* Activity
What is needed is an exact transcription of every record, minus the pictures.

* Records
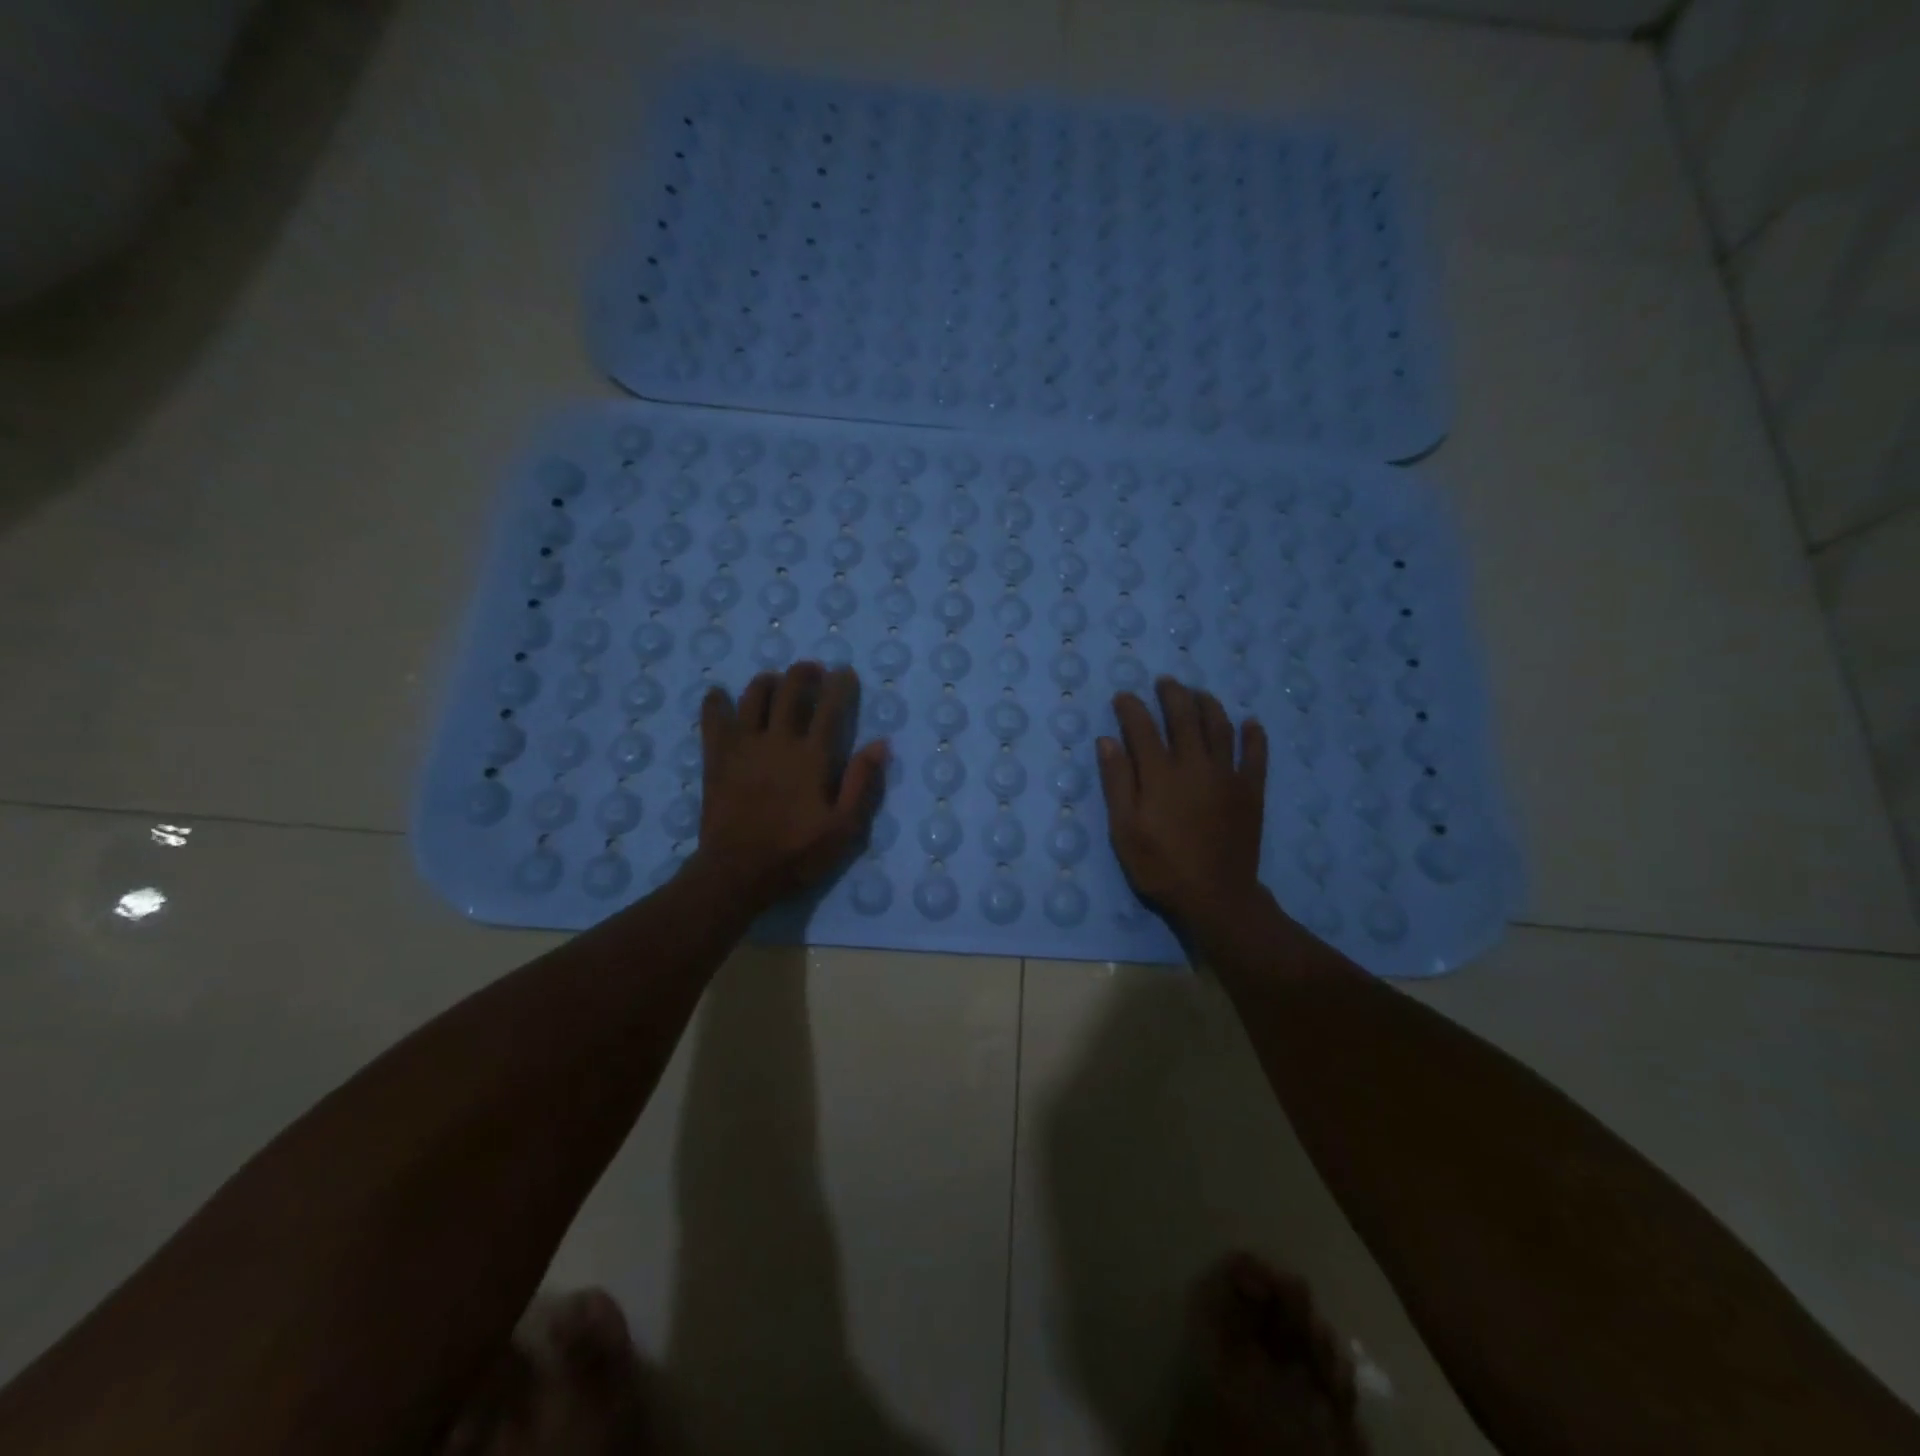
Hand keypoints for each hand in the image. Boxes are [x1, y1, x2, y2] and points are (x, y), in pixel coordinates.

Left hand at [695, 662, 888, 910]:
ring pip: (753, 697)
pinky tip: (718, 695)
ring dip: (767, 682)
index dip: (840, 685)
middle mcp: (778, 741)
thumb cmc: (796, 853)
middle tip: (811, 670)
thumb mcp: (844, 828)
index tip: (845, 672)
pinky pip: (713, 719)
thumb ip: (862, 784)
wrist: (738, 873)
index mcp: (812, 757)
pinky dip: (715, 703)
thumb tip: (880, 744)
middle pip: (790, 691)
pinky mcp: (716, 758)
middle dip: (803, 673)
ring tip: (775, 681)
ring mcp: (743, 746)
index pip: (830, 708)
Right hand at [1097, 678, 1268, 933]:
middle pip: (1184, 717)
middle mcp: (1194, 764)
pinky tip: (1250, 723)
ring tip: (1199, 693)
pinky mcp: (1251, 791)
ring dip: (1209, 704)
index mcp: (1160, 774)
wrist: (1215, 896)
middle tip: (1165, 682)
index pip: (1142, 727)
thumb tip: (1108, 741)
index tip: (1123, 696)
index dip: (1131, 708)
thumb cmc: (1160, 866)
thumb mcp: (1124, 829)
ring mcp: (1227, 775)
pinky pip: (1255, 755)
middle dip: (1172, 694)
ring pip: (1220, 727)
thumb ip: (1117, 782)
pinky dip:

* Expected answer
Hand keypoints for each hand in the image. Boxes are [x1, y1, x2, y2] and points are (x, y), in pixel coordinates.

Left hand at [695, 662, 888, 910]:
ring pip: (753, 697)
pinky tip: (718, 695)
ring dip: (767, 682)
index dip: (840, 685)
middle mcp: (778, 741)
thumb cmc: (796, 853)
middle tip: (811, 670)
thumb mcp: (844, 828)
index tip: (845, 672)
pinky pip: (713, 719)
thumb ip: (862, 784)
wrist: (738, 873)
index mcp: (812, 757)
pinky dip: (715, 703)
thumb tip: (880, 744)
middle pip: (790, 691)
pinky mcp: (716, 758)
middle dip: (803, 673)
ring tip: (775, 681)
ring mcp: (743, 746)
index pip: (830, 708)
Right hand at [1097, 678, 1268, 933]:
middle pip: (1184, 717)
middle mcp: (1194, 764)
pinky tip: (1250, 723)
ring tip: (1199, 693)
pinky mcp: (1251, 791)
ring dip: (1209, 704)
index mcp: (1160, 774)
wrist: (1215, 896)
middle tip: (1165, 682)
index pip: (1142, 727)
thumb tip: (1108, 741)
index tip: (1123, 696)
index dip: (1131, 708)
thumb cmc: (1160, 866)
thumb mcp: (1124, 829)
ring mcp: (1227, 775)
pinky pip: (1255, 755)
middle dip: (1172, 694)
ring pip: (1220, 727)
thumb ip: (1117, 782)
pinky dip:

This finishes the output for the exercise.